The content in Cornerstone does not necessarily reflect the views of the World Coal Association or its members.
Receive e-mail alerts when the new issue comes online!
Click here to opt-in or opt-out.

Receive the new edition in print!
Click here to opt-in or opt-out.

Deploying Clean Energy in Asia: An Exclusive Interview With Ashok Bhargava of the Asian Development Bank

By Holly Krutka
Executive Editor, Cornerstone

As Director of the Energy Division in the East Asia Department of the Asian Development Bank (ADB), Ashok Bhargava oversees energy-sector operations in the People’s Republic of China (PRC) and Mongolia. He is an electrical engineer with a Master’s Degree in Business Administration and has more than 33 years of energy-sector experience in the Asia-Pacific region and more than 13 years’ experience in the PRC energy sector.

Ashok Bhargava, Director of the Energy Division, East Asia Department, Asian Development Bank

Ashok Bhargava, Director of the Energy Division, East Asia Department, Asian Development Bank

His direct ADB project experience includes innovative, first-of-its-kind, low-carbon technology projects such as integrated gasification combined-cycle (IGCC), concentrated solar power (CSP), carbon capture, utilization, and storage (CCUS), shale gas, and distributed renewable energy. As Team Leader, he processed the PRC’s first multi-tranche financing facility (MFF) in 2006 and its first IGCC power plant in 2010.

Currently, Mr. Bhargava is also Chair, Energy Sector Group, providing leadership and guidance to ADB’s energy-sector operations. He represents ADB in the Carbon Sequestration Leadership Forum, the Global CCS Institute, and the Clean Energy Ministerial CCUS working group.

An Australian national, Mr. Bhargava worked with a large-infra-structure consulting firm, a multinational power company in Australia, and a large public-sector generation utility in India, prior to joining ADB.

Q: What are the objectives of the Asian Development Bank that ultimately drive its investment decisions?

A: The Asian Development Bank (ADB) was founded in 1966. It has 67 member countries of which 48 are regional and 19 are non-regional members. ADB aims for an Asia and Pacific free of poverty. While it has achieved a significant reduction in extreme poverty, approximately 1.4 billion people in the region are still poor.

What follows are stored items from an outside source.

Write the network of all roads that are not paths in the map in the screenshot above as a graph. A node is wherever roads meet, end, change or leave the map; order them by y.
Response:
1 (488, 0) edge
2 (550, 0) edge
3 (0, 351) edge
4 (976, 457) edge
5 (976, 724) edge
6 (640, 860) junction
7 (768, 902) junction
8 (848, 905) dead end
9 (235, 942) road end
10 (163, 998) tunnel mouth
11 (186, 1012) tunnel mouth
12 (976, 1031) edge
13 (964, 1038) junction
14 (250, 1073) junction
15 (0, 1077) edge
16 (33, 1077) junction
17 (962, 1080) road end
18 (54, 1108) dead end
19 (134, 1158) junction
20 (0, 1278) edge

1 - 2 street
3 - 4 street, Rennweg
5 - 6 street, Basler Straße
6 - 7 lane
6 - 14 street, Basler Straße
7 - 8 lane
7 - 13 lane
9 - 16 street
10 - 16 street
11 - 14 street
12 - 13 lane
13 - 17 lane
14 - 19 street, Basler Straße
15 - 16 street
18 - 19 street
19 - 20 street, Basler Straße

The ADB aims to reduce poverty through inclusive growth in the region.

The ADB aims to reduce poverty through inclusive growth in the region.

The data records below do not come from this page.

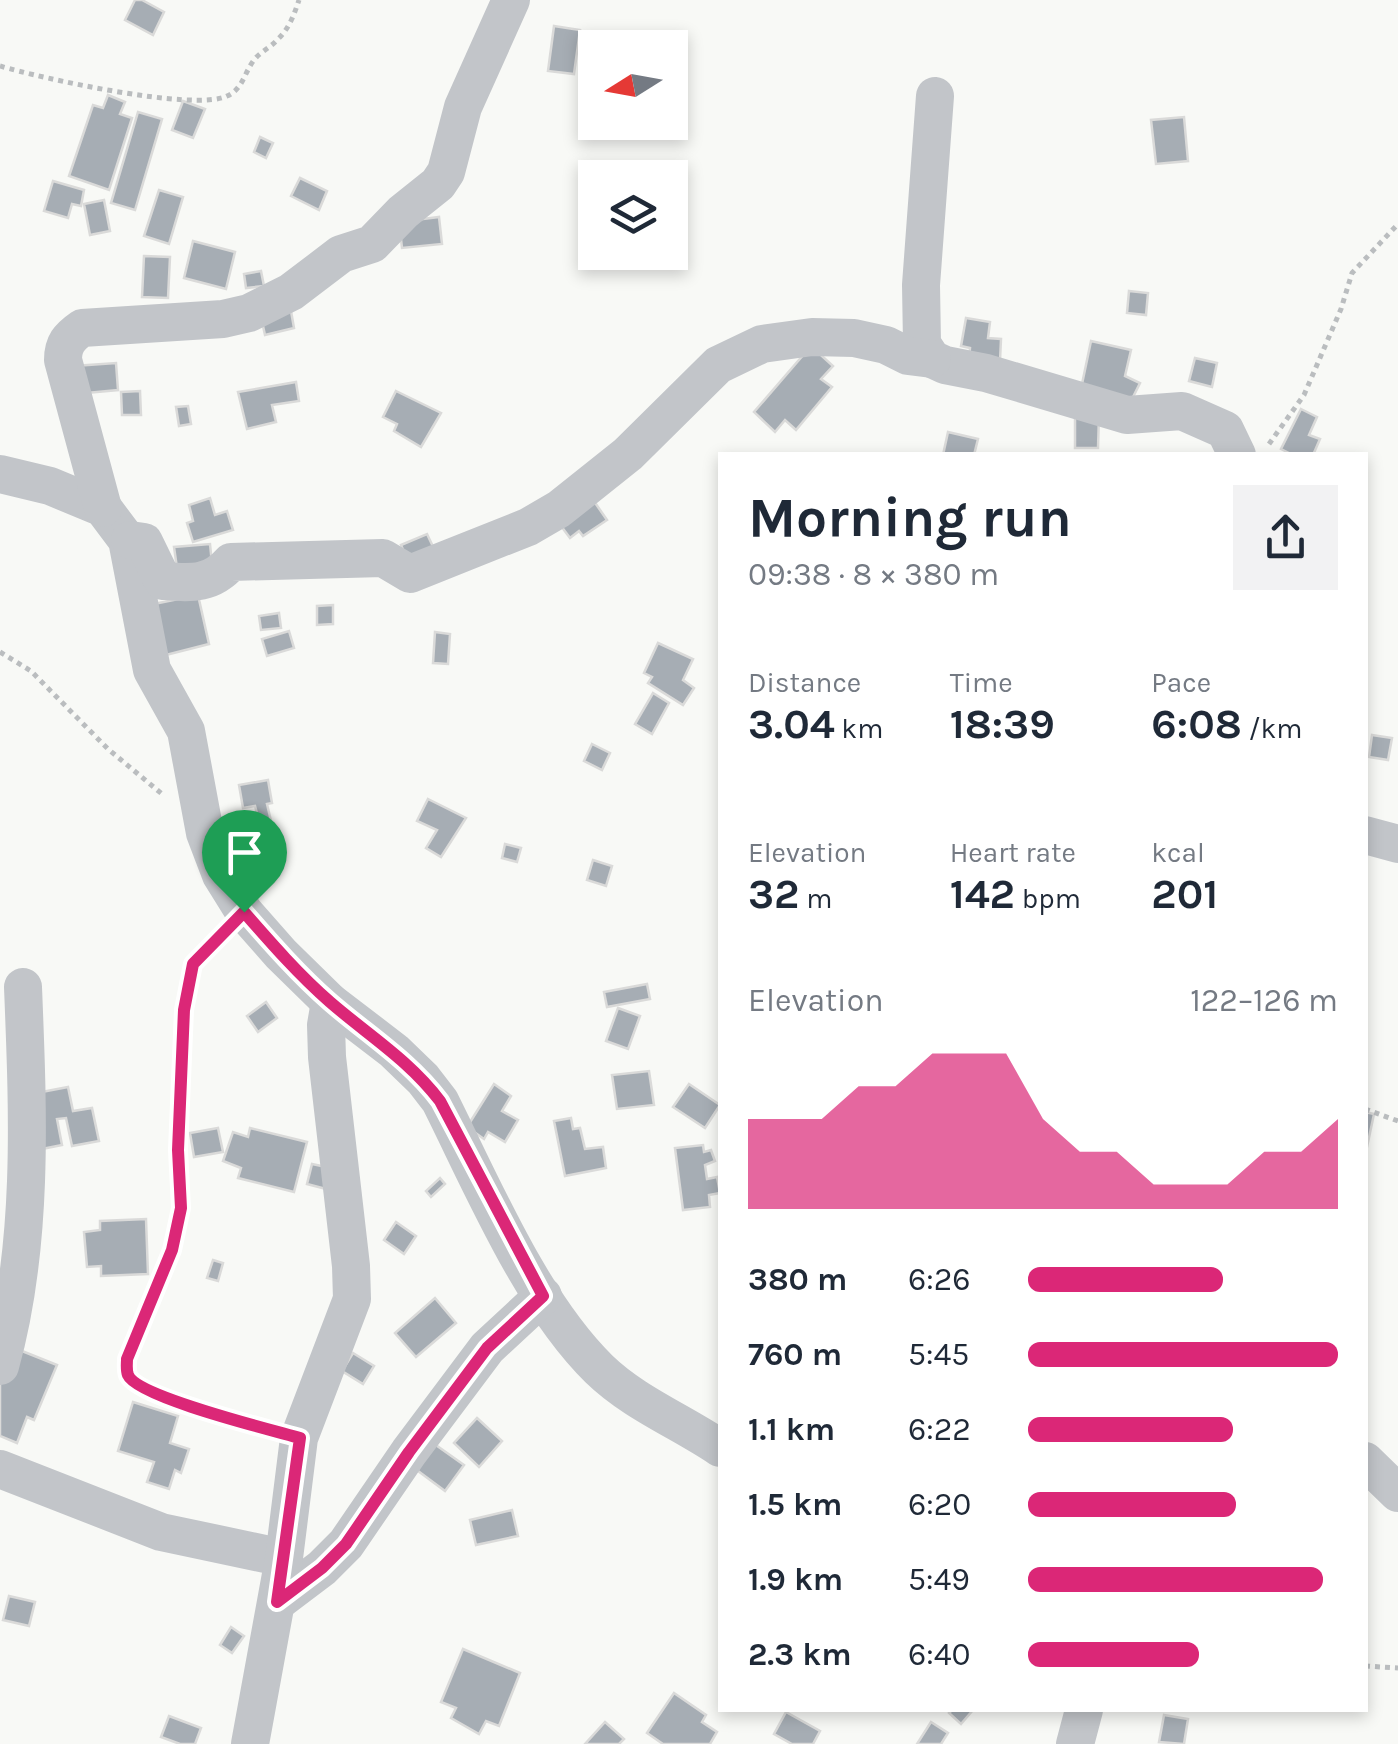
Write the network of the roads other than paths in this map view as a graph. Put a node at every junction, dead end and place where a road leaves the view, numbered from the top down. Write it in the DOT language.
graph roads {
  1 [pos="511,0"];
  2 [pos="935,96"];
  3 [pos="932,359"];
  4 [pos="1251,452"];
  5 [pos="0,474"];
  6 [pos="103,508"];
  7 [pos="128,540"];
  8 [pos="1368,836"];
  9 [pos="1398,844"];
  10 [pos="23,987"];
  11 [pos="330,1002"];
  12 [pos="543,1296"];
  13 [pos="0,1366"];
  14 [pos="718,1447"];
  15 [pos="1368,1464"];
  16 [pos="0,1469"];
  17 [pos="1398,1493"];
  18 [pos="284,1558"];
  19 [pos="277,1602"];
  20 [pos="1083,1712"];
  21 [pos="250,1744"];
  22 [pos="1075,1744"];
  1 -- 6 [label="street"];
  2 -- 3 [label="street"];
  3 -- 4 [label="street"];
  3 -- 7 [label="street"];
  5 -- 6 [label="street"];
  6 -- 7 [label="street"];
  7 -- 11 [label="street"];
  8 -- 9 [label="street"];
  10 -- 13 [label="street"];
  11 -- 12 [label="street"];
  11 -- 18 [label="street"];
  12 -- 14 [label="street"];
  12 -- 19 [label="street"];
  15 -- 17 [label="street"];
  16 -- 18 [label="street"];
  18 -- 19 [label="street"];
  19 -- 21 [label="street"];
  20 -- 22 [label="street"];
}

Since its inception, ADB has been dedicated to improving people’s lives in Asia and the Pacific. By targeting its investments wisely, in partnership with its developing member countries and other stakeholders, ADB aims to alleviate poverty and help create a region in which everyone can share in the benefits of sustained and inclusive growth.

ADB assistance is provided through loans, grants, policy dialogue, technical assistance, and equity investments. Our individual investments are rigorously assessed on a set of quality dimensions to check their strategic fit with our country partnership strategies and national programs, their development outcomes and impacts, techno-economic feasibility, social and environmental safeguard compliances, risks, achievability, and sustainability of development outcome and impacts. In 2014, ADB’s operations totaled nearly US$23 billion, including co-financing of US$9 billion.

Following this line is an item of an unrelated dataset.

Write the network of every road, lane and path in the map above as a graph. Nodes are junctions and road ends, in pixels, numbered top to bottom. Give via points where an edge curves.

Q: What percentage of funding from ADB is directed toward energy-related programs? Can you explain how adequate, affordable, and reliable power is important to achieve sustained and inclusive growth?

A: Energy is a core priority area of ADB assistance and operations throughout the region. During the period 2008–2014, about US$28 billion, or a quarter of total ADB financing, were for energy-related programs. In 2014, out of the total ADB financing operations of US$23 billion, about a quarter—US$6.6 billion—were for energy-related projects. Since 2009, ADB has targeted an annual commitment of US$1 billion lending for clean energy, which has since doubled from 2013 to US$2 billion annually.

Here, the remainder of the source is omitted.